──────── EXCERPTED DATA
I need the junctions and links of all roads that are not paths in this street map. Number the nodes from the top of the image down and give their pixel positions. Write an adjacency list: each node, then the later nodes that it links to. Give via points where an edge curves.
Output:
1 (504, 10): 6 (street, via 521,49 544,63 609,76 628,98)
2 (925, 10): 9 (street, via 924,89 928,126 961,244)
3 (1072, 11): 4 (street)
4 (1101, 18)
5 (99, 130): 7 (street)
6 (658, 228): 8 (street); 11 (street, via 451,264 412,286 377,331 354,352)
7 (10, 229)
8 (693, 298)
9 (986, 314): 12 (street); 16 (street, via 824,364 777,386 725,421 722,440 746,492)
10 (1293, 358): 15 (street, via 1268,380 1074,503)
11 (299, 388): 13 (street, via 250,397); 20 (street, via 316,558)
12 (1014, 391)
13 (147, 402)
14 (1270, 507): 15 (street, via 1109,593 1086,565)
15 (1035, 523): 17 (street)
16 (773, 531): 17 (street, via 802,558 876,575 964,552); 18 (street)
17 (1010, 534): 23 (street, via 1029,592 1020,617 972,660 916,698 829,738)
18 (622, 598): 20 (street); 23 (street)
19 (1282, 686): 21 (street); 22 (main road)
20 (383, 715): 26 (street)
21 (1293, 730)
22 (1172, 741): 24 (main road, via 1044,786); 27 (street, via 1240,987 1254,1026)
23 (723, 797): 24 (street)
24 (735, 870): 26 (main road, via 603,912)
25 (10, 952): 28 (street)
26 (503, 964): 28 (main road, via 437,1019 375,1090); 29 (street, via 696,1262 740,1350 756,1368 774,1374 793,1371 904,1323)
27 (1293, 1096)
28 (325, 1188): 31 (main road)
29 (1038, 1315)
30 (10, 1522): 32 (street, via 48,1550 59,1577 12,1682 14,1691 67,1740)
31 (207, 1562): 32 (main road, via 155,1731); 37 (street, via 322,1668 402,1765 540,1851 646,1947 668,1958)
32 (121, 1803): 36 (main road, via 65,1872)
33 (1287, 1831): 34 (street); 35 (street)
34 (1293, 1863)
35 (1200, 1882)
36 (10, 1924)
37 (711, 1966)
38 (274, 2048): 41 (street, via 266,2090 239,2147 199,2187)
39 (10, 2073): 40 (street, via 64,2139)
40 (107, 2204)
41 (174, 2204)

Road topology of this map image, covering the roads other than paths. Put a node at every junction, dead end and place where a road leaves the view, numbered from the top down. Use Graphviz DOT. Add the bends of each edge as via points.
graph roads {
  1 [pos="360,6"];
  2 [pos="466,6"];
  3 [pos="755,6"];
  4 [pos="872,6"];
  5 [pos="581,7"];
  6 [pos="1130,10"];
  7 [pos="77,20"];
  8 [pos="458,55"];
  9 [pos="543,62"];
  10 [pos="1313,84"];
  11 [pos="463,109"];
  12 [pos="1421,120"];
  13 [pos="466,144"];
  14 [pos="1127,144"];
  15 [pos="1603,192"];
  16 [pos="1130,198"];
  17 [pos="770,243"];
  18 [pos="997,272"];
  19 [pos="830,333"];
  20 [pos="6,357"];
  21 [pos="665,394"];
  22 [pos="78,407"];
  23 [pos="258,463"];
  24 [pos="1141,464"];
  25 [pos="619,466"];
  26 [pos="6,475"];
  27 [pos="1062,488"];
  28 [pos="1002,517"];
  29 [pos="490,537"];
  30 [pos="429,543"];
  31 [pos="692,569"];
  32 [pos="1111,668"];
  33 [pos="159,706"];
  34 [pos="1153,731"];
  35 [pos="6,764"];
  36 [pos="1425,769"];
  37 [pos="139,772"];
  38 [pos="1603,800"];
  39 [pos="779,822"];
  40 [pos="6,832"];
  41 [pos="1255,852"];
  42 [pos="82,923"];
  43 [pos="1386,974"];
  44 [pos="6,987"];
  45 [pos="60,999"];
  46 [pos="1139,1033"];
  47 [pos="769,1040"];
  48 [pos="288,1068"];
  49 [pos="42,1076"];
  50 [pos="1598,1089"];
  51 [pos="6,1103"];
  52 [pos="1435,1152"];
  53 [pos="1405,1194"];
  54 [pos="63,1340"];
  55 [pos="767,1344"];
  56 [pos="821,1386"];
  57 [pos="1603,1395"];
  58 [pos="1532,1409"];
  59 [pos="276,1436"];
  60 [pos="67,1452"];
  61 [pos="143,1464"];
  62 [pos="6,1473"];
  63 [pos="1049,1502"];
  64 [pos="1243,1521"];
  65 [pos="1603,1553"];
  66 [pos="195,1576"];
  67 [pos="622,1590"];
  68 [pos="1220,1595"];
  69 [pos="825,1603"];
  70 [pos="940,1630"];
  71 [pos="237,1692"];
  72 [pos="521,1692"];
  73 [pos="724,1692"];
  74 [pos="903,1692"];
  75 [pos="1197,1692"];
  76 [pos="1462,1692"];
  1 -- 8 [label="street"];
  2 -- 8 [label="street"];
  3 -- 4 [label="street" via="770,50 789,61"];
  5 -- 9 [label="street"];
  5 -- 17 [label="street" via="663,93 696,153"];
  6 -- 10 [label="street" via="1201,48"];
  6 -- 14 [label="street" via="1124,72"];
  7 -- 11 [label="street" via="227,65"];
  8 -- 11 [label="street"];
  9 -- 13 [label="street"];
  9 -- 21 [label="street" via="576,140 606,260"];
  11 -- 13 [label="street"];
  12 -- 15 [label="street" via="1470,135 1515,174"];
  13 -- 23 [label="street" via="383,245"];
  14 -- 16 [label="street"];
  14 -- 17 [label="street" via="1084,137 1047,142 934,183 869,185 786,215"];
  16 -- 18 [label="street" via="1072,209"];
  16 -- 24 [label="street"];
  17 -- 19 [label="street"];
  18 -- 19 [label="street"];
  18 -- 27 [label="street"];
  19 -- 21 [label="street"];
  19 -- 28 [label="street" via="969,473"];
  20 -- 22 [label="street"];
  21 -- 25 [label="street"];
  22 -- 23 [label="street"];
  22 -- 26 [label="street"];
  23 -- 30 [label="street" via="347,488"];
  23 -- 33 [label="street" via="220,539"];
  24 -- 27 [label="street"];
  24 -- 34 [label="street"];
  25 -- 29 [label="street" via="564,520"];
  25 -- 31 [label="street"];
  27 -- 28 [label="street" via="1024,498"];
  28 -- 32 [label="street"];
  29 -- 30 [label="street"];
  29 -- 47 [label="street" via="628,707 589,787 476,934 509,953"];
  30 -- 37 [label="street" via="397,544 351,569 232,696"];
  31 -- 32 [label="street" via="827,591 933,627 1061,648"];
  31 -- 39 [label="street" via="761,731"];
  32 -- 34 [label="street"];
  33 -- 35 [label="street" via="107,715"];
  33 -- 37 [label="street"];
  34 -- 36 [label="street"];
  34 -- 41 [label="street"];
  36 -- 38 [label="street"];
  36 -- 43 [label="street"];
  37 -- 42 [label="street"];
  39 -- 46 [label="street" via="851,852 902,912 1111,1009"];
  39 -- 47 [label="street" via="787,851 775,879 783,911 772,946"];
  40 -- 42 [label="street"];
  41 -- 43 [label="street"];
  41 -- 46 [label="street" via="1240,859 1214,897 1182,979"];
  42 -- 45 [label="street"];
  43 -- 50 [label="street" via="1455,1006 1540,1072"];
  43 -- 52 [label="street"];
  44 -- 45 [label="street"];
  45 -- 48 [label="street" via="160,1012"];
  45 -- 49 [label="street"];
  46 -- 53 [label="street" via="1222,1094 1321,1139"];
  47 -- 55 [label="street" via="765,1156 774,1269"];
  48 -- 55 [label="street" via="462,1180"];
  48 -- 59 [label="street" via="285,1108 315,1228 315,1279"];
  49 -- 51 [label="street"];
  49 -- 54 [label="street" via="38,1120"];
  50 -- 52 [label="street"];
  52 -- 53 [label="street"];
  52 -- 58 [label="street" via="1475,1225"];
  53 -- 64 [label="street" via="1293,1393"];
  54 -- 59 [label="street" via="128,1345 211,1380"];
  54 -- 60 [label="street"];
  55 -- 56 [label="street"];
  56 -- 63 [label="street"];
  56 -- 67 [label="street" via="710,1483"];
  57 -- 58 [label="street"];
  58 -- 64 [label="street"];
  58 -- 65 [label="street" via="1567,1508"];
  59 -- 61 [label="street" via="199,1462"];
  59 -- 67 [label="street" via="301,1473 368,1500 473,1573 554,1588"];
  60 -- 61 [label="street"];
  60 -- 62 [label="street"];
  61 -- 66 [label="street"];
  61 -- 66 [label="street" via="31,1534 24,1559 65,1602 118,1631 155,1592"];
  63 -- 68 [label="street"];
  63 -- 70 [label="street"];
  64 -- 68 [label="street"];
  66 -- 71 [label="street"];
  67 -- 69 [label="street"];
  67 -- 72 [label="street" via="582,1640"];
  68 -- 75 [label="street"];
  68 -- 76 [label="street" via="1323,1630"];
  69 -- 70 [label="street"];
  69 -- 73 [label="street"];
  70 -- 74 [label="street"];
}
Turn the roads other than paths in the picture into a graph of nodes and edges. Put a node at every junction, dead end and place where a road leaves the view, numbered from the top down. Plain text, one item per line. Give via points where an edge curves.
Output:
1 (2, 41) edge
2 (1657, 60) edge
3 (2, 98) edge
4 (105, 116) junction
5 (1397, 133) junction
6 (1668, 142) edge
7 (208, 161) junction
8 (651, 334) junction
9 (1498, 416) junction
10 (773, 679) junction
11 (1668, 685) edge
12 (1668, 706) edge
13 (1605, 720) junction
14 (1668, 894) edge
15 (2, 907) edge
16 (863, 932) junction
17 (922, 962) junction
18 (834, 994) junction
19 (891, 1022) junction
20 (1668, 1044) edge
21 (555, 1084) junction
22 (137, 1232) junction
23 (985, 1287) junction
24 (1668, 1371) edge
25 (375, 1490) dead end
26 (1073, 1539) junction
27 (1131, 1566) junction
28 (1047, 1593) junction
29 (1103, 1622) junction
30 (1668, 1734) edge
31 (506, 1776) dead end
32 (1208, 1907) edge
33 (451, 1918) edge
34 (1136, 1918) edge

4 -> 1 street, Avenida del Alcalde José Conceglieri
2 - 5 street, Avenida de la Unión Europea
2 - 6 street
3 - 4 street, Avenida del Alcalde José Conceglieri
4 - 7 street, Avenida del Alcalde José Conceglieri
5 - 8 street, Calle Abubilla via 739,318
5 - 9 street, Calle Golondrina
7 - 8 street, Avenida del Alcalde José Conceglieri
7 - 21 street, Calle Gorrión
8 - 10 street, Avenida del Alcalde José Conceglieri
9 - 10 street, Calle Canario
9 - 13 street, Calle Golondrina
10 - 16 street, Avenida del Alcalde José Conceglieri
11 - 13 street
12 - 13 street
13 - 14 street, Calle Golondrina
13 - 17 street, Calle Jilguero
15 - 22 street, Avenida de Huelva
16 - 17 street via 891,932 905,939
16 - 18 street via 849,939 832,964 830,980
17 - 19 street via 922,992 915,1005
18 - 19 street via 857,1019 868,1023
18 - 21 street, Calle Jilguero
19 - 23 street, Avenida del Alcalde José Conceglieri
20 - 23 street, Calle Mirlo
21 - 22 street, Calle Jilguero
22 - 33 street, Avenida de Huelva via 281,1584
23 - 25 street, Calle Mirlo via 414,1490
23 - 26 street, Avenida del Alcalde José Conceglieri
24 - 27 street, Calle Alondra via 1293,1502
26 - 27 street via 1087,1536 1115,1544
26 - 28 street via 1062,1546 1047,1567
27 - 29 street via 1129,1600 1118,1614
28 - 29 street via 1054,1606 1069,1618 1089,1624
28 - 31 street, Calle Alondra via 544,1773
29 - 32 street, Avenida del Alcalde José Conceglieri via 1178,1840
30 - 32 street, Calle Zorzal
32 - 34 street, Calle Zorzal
────────────────
ACTION ITEM – If a line of the entries above holds the word "every", count it; report only how many such lines there are.

OUTPUT OF THE TASK – 2